#### ABOUT THIS EXERCISE:
In the entries below, find each line with the word "roads" and pull it out.
• • • • • • •
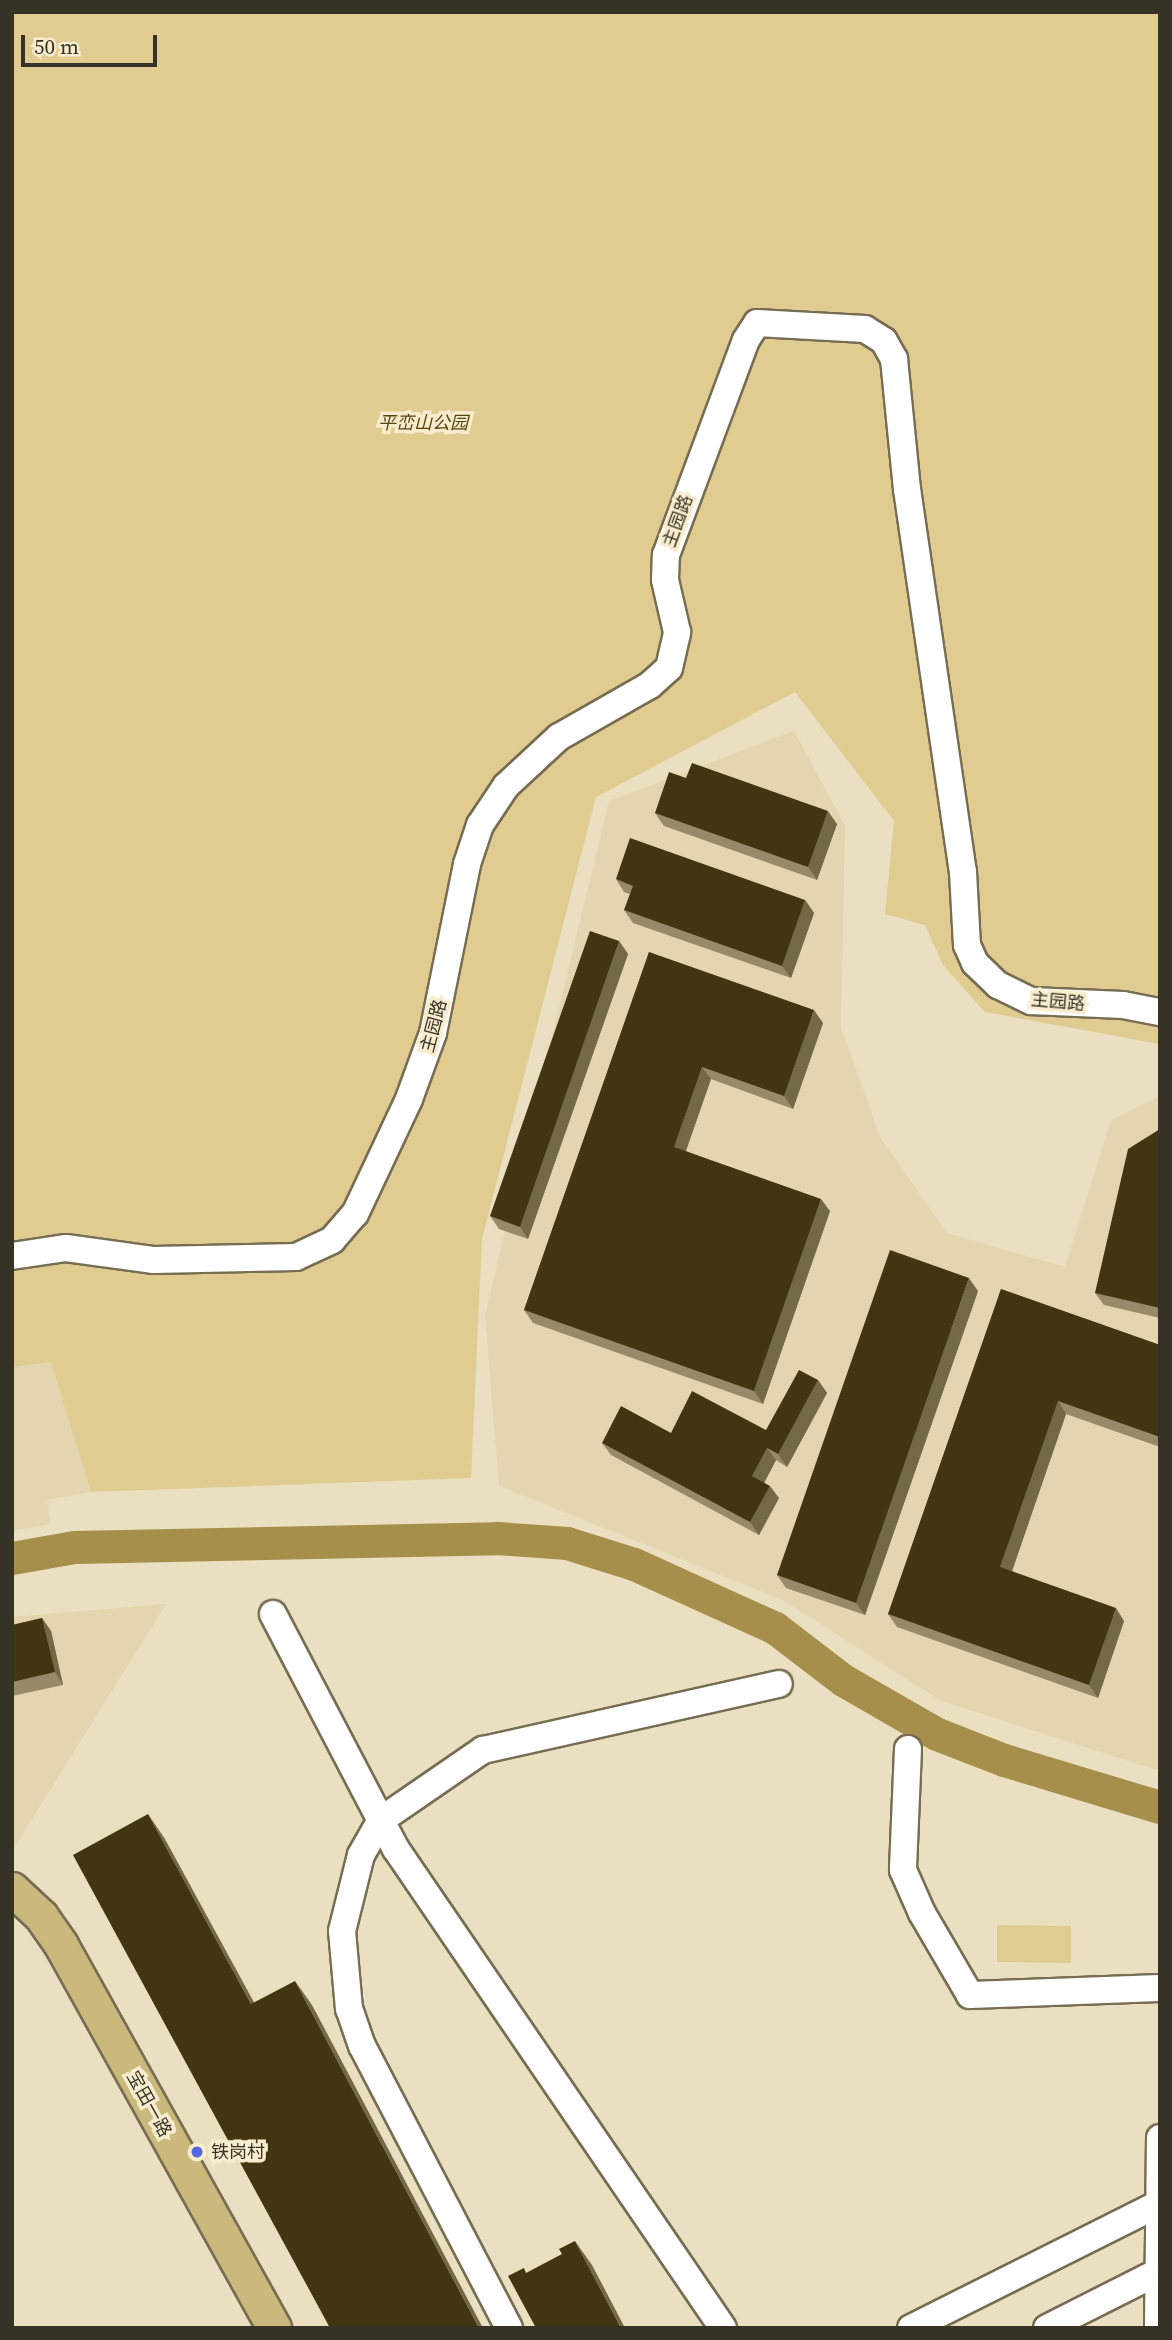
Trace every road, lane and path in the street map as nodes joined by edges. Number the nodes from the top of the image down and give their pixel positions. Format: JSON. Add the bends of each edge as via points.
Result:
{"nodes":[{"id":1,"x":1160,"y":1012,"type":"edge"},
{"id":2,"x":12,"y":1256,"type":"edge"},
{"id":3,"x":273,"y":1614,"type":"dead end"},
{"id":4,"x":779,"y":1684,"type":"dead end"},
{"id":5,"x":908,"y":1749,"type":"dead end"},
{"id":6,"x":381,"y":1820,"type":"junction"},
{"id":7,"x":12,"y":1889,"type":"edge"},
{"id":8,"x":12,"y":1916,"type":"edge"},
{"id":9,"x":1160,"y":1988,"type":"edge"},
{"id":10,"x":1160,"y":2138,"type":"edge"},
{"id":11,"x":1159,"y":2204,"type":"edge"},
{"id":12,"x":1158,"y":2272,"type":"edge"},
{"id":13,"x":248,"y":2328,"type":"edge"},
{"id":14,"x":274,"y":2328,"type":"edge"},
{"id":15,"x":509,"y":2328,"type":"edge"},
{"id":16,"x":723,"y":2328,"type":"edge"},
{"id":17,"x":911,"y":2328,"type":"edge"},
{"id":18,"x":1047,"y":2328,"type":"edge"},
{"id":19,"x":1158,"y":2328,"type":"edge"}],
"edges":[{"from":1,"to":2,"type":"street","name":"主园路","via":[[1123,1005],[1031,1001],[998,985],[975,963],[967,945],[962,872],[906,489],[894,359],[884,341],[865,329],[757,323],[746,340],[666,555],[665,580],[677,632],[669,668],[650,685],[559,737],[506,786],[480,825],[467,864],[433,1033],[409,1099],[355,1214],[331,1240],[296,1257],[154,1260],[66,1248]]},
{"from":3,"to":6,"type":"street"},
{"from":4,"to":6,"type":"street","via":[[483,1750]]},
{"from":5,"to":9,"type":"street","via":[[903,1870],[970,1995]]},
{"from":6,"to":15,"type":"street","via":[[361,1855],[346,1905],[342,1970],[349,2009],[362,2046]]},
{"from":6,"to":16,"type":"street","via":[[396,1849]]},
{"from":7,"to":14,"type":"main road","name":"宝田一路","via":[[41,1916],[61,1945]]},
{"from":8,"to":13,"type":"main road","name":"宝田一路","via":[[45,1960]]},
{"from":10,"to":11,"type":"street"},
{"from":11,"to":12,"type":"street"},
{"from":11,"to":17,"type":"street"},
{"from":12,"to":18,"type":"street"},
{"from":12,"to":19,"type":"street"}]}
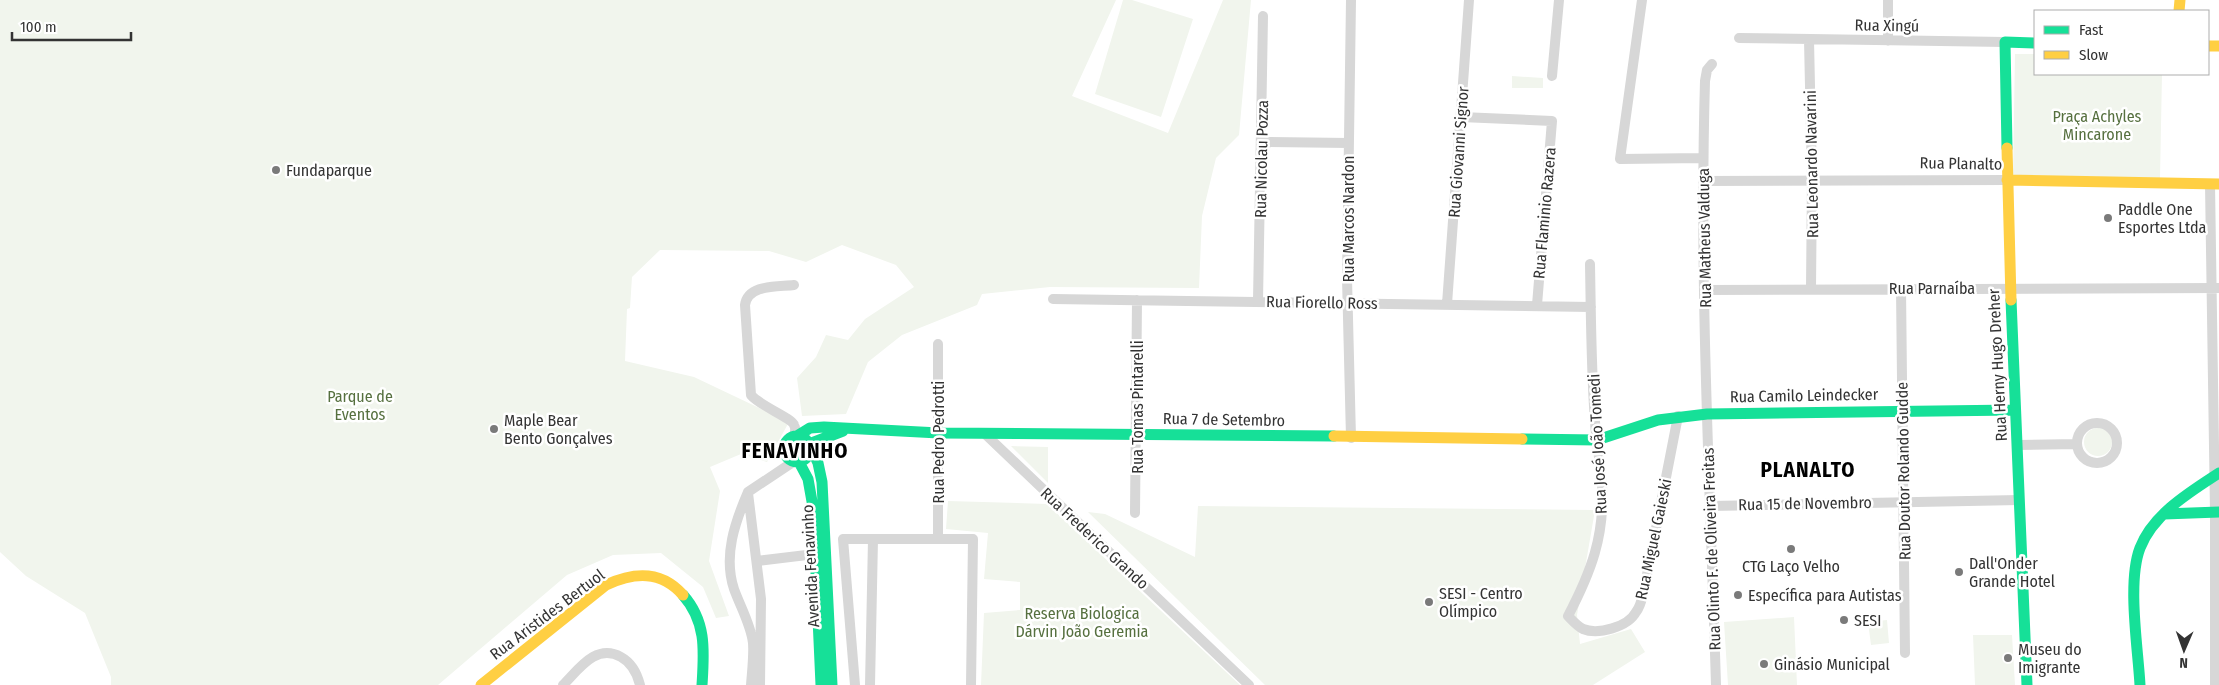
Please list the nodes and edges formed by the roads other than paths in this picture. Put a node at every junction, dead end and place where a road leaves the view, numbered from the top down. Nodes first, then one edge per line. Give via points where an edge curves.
• • • • • • •
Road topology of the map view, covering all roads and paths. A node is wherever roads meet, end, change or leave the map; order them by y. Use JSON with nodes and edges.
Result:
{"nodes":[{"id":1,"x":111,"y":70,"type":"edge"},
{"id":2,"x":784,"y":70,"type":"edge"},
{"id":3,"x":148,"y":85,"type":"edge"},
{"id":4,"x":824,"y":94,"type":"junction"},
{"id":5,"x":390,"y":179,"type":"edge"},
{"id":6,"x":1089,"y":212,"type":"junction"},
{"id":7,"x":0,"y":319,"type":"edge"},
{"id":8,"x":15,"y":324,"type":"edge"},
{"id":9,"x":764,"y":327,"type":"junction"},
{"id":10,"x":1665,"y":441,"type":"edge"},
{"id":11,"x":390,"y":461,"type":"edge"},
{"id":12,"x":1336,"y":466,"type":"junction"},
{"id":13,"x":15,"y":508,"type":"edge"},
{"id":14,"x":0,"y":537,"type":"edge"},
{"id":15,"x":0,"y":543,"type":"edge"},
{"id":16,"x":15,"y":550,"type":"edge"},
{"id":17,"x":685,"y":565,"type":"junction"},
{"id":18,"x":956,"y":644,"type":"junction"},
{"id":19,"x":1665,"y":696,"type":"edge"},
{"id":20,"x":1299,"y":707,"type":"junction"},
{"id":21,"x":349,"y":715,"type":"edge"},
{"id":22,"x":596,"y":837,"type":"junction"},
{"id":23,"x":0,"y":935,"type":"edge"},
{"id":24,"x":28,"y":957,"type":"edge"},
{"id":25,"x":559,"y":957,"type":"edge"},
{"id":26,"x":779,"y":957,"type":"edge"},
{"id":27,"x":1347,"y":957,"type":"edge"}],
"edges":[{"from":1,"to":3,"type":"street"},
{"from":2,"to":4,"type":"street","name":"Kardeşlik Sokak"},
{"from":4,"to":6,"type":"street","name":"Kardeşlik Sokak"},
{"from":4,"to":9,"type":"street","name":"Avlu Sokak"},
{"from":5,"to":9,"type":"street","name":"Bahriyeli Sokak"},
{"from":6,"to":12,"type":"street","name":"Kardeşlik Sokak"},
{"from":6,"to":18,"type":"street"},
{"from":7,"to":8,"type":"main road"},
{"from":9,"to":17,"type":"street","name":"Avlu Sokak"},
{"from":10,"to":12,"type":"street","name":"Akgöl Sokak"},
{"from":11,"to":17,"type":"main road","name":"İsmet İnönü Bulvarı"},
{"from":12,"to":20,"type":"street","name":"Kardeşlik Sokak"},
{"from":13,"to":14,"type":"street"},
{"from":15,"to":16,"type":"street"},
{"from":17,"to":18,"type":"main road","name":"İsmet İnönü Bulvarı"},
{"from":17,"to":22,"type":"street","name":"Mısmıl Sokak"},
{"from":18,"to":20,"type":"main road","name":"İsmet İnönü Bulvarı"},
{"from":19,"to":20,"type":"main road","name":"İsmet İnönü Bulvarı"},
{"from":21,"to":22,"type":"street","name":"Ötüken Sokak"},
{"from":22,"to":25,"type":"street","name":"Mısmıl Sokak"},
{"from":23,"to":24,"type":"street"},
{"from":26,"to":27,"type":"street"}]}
• • • • • • •
#### YOUR RESPONSE:
Please list the nodes and edges formed by the roads other than paths in this picture. Put a node at every junction, dead end and place where a road leaves the view, numbered from the top down. Nodes first, then one edge per line. Give via points where an edge curves.
Road topology of the map view, covering all roads and paths. A node is wherever roads meet, end, change or leave the map; order them by y. Use JSON with nodes and edges.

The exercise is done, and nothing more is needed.